> DATA SECTION:
**********

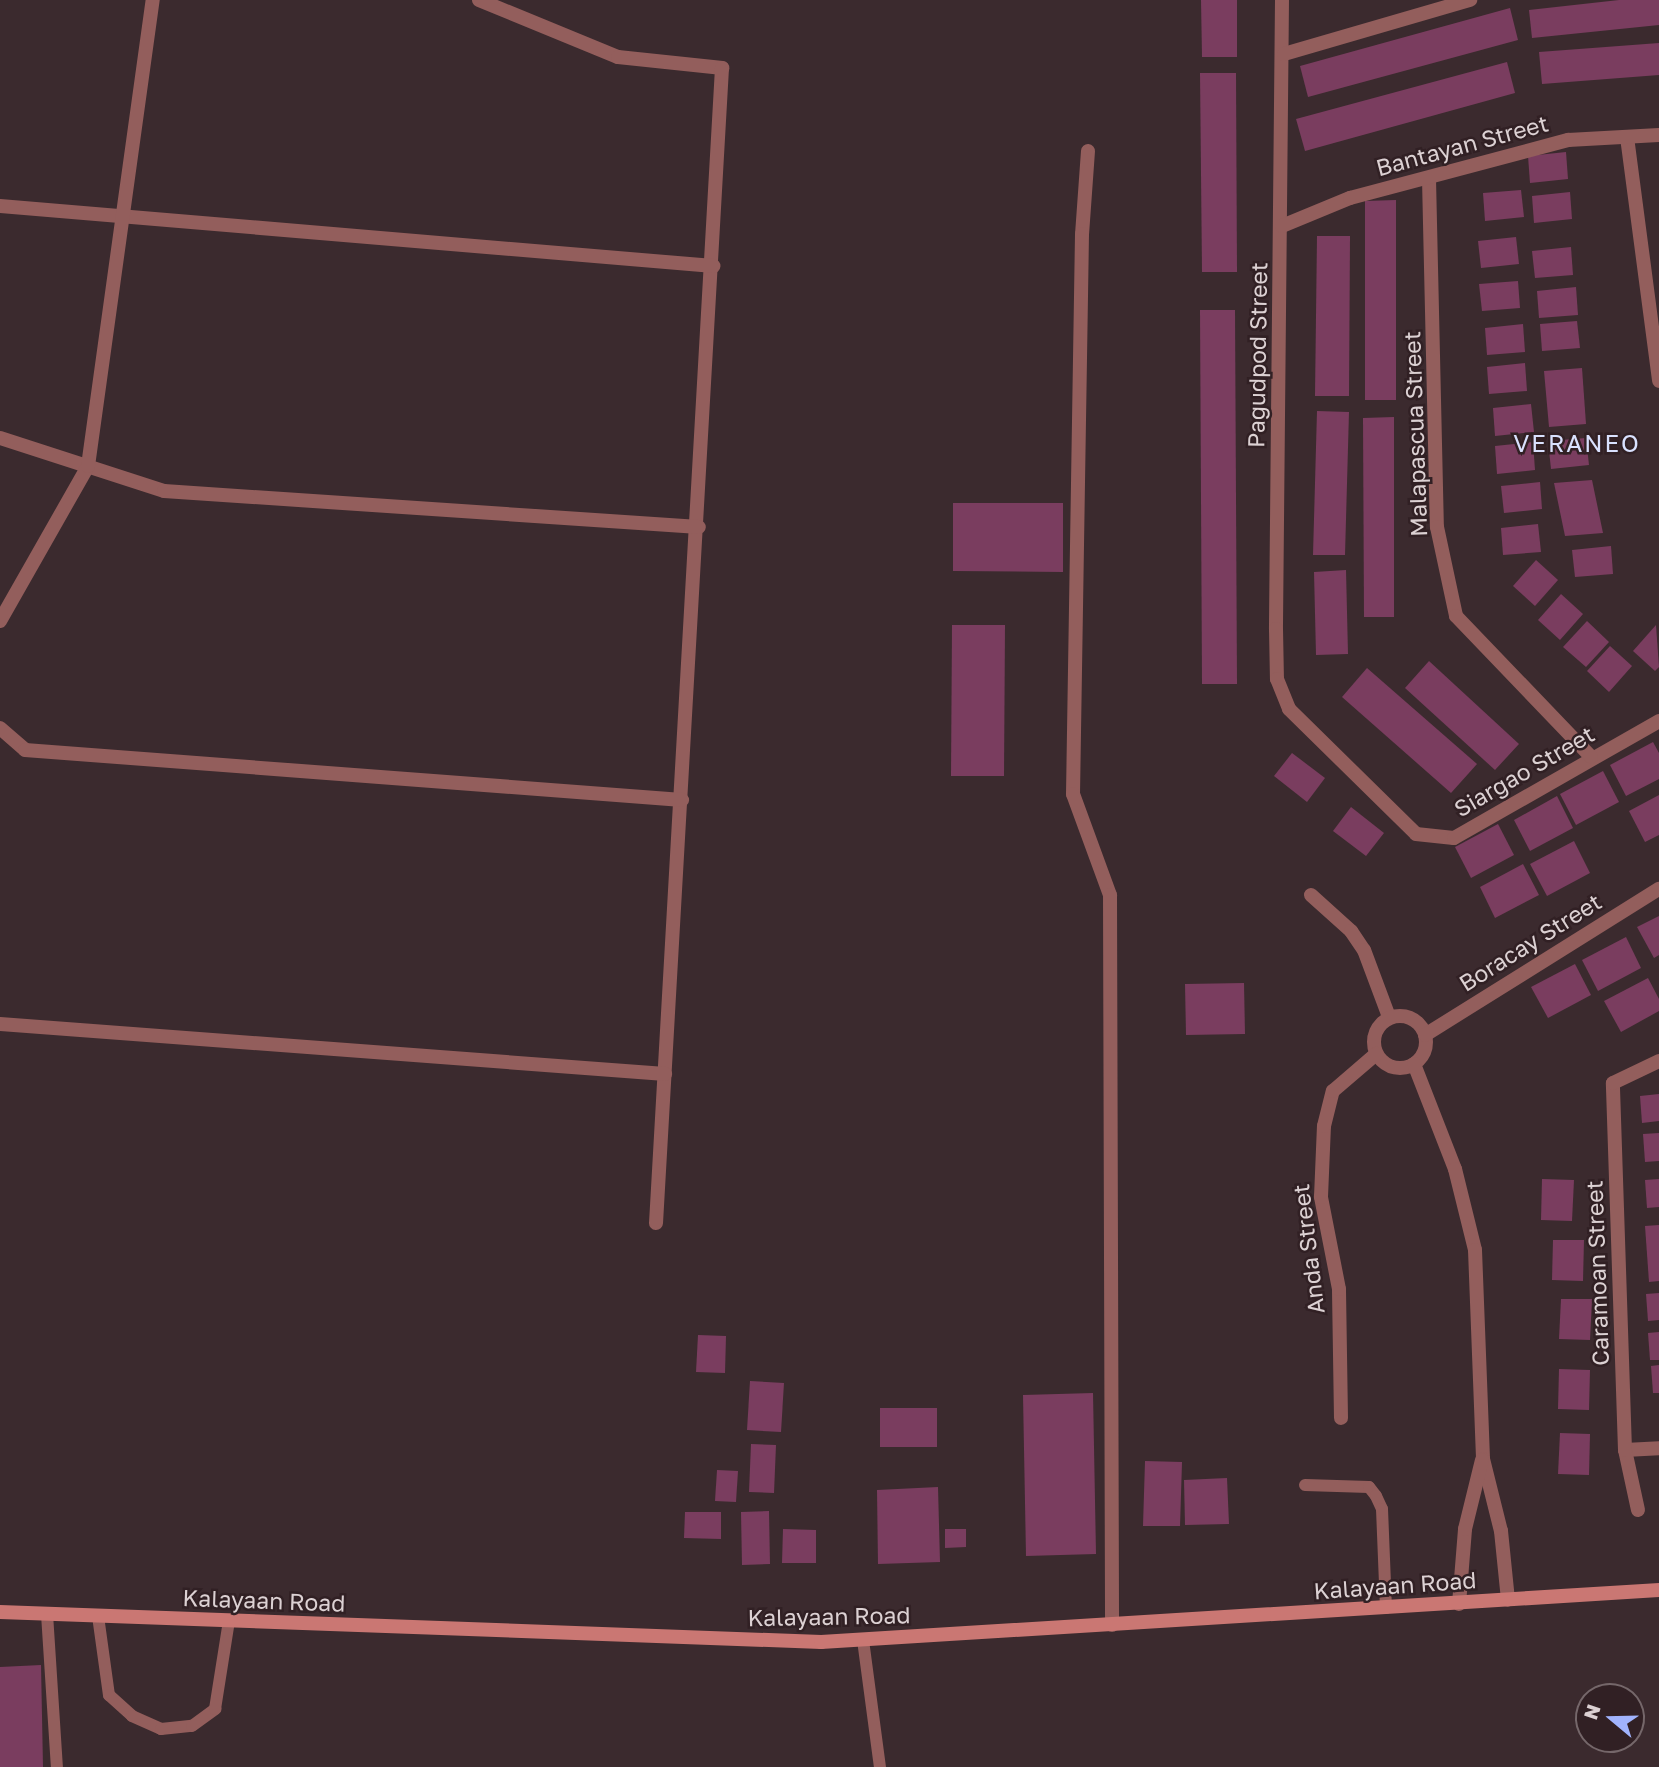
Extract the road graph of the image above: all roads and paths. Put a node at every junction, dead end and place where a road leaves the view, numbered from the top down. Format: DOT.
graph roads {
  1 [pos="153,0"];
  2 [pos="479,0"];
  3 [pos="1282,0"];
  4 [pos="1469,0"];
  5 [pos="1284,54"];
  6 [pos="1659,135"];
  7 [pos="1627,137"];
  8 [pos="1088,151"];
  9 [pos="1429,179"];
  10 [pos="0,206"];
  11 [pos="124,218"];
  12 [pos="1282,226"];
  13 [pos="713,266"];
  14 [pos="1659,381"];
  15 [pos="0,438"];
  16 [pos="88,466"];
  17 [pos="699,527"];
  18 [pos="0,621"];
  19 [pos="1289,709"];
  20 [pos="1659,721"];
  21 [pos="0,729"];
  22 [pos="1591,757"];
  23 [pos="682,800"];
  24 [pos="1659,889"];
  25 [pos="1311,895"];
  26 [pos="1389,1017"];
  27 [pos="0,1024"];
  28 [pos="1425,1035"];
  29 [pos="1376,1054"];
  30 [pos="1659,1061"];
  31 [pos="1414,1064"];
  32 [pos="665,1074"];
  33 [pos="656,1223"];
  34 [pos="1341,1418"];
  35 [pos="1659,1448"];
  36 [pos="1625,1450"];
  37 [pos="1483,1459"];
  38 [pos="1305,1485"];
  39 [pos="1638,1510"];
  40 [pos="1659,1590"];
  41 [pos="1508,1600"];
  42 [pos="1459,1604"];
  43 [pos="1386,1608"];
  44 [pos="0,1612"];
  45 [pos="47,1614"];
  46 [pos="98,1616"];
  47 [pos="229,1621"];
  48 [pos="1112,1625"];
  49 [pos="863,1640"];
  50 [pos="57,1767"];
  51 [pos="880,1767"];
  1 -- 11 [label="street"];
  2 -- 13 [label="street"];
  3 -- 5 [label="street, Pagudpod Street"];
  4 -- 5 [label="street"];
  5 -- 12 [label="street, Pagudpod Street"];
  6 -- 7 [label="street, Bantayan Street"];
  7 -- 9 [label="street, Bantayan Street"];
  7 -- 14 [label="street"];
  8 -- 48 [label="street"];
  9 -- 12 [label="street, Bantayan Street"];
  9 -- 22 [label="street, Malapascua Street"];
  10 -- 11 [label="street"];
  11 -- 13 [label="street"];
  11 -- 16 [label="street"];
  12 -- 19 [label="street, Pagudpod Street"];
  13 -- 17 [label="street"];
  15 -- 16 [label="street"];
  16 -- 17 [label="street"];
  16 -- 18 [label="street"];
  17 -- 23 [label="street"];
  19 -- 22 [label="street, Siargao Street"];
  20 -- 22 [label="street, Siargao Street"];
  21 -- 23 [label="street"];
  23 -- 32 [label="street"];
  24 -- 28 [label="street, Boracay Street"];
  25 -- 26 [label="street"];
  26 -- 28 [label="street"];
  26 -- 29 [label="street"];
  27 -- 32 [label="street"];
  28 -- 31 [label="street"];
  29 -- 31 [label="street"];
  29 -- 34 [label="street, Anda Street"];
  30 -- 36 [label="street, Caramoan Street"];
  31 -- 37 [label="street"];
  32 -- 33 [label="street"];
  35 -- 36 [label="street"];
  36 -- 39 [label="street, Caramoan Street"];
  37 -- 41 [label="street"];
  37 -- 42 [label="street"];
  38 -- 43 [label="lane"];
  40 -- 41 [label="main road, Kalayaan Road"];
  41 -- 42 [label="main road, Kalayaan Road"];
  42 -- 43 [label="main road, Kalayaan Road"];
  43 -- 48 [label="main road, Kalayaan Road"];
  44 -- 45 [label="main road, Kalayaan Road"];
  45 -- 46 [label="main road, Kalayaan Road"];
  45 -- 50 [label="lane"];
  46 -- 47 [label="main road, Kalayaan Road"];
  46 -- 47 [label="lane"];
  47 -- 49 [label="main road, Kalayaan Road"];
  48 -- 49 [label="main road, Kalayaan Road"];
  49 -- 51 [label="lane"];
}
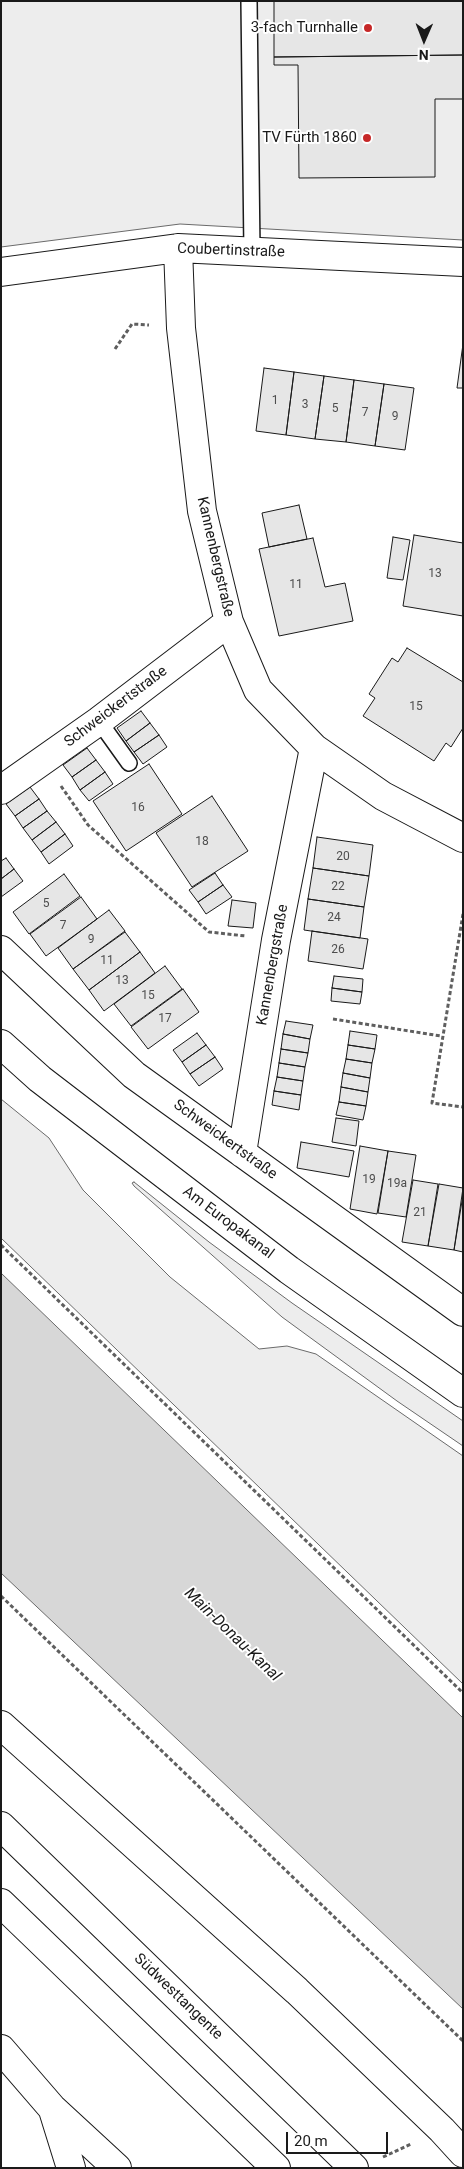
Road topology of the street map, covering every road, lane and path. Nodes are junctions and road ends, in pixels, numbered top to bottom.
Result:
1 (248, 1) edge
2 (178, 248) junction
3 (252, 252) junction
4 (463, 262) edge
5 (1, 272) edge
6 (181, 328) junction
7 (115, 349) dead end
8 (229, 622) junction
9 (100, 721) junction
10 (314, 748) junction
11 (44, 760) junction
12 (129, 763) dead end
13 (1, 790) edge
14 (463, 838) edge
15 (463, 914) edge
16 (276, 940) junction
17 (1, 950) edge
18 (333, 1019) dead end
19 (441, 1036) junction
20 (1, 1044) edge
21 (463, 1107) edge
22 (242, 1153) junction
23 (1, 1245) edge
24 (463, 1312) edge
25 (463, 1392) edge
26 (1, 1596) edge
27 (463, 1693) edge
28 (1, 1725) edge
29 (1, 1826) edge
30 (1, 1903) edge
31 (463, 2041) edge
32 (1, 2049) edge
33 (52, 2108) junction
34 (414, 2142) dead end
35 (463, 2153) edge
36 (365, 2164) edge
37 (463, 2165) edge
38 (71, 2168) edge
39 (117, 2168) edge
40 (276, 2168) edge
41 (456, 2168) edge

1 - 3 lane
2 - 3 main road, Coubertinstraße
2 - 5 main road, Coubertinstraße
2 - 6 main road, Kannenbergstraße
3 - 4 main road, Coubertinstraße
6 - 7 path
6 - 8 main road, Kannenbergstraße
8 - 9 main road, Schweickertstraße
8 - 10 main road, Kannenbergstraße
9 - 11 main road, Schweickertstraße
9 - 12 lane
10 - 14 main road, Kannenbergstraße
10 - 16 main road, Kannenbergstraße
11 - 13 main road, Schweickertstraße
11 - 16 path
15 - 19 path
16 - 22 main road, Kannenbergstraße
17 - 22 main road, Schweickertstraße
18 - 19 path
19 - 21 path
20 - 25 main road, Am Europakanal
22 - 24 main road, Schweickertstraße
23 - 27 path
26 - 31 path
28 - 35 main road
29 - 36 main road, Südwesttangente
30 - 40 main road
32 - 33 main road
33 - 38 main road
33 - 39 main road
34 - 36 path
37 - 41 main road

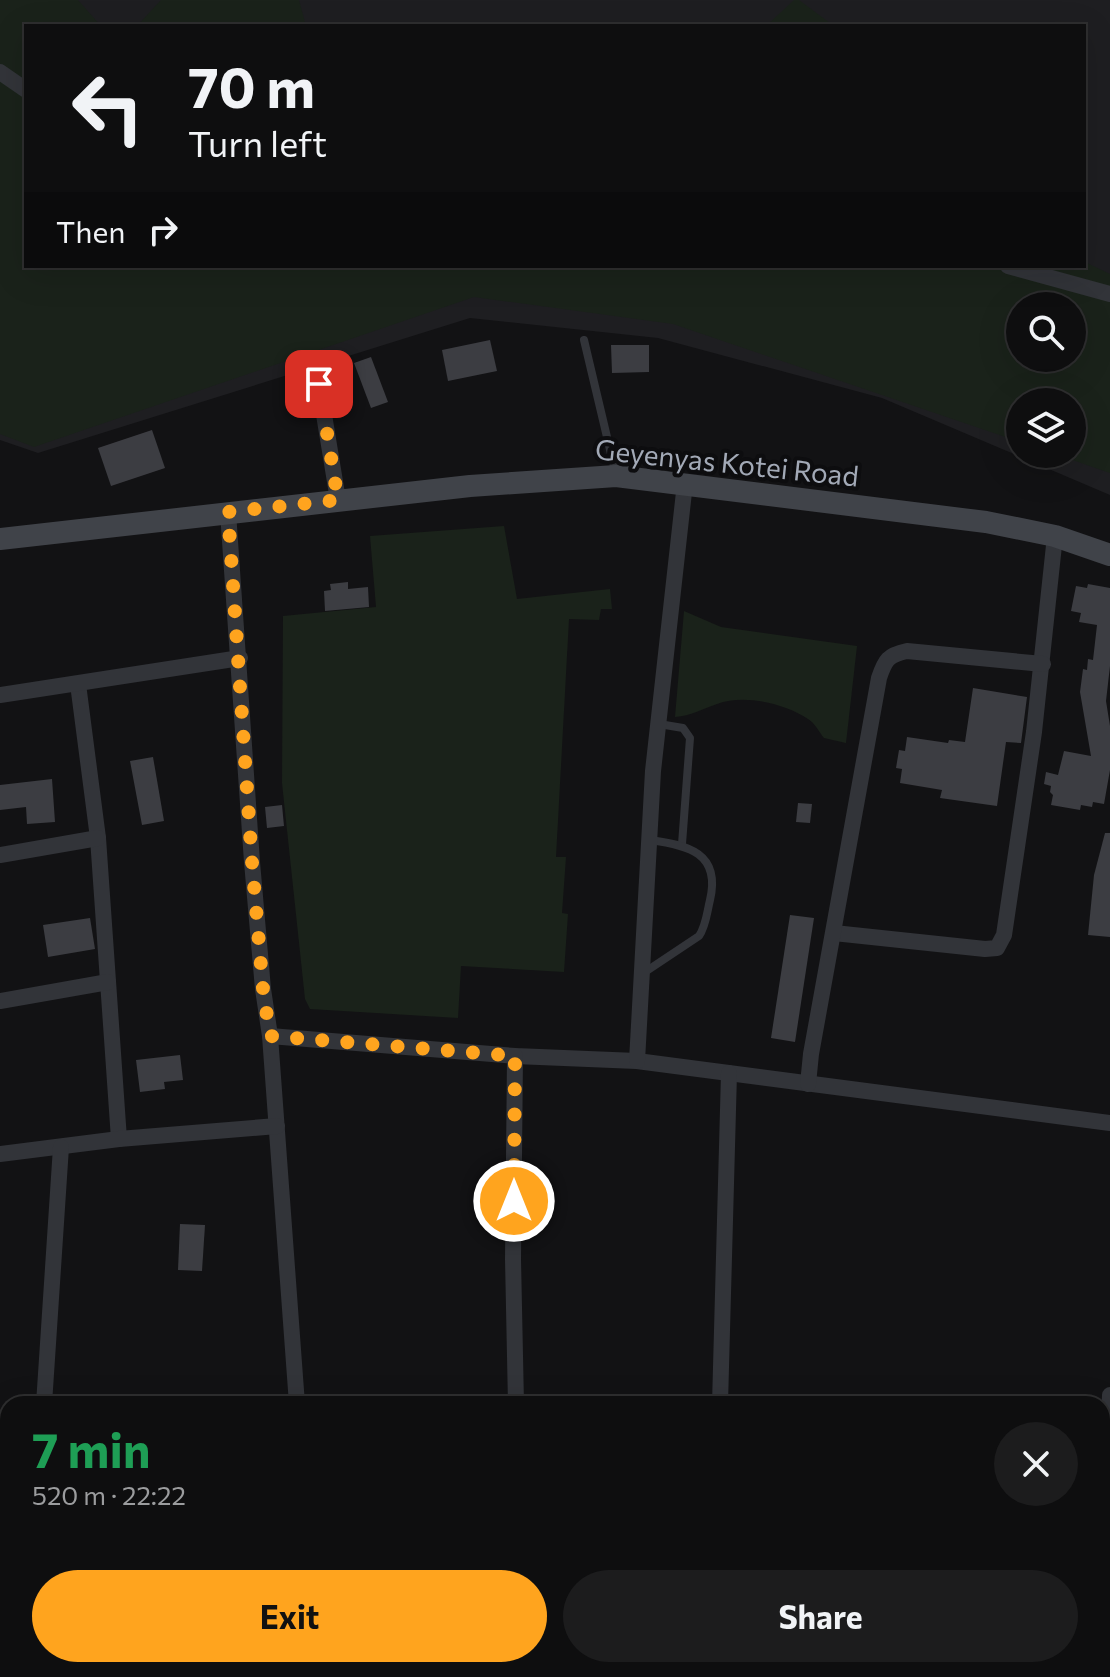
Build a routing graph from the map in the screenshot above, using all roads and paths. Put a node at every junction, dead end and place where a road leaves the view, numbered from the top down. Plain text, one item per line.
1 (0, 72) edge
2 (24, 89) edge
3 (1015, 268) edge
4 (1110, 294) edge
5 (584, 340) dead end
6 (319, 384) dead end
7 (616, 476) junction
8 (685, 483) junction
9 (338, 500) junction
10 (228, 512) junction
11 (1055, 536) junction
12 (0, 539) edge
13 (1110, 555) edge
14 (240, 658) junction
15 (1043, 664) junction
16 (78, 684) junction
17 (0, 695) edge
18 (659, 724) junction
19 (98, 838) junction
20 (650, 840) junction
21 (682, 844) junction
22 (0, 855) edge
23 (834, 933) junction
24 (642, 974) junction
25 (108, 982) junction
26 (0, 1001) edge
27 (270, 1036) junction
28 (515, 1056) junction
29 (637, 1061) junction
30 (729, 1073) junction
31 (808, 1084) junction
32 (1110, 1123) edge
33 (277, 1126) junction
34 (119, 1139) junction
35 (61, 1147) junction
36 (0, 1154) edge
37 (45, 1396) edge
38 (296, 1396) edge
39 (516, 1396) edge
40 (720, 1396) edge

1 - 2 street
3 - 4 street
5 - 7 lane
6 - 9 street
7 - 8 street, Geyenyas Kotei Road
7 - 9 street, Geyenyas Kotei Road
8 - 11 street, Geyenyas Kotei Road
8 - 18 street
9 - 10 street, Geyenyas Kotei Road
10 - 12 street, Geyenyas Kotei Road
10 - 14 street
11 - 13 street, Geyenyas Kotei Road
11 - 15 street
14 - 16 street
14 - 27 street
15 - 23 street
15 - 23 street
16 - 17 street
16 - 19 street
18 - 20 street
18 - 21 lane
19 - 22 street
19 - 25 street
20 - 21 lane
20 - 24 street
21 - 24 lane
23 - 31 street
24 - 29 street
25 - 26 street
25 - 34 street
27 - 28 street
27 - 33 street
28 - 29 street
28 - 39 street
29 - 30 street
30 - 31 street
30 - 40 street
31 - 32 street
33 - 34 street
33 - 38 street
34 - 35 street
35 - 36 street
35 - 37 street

**********

> REQUIRED WORK:
Which lines of the listing above hold the word "Kotei"? Copy each of them.

> EXERCISE SOLUTION:
7 - 8 street, Geyenyas Kotei Road
7 - 9 street, Geyenyas Kotei Road
8 - 11 street, Geyenyas Kotei Road
9 - 10 street, Geyenyas Kotei Road
10 - 12 street, Geyenyas Kotei Road
11 - 13 street, Geyenyas Kotei Road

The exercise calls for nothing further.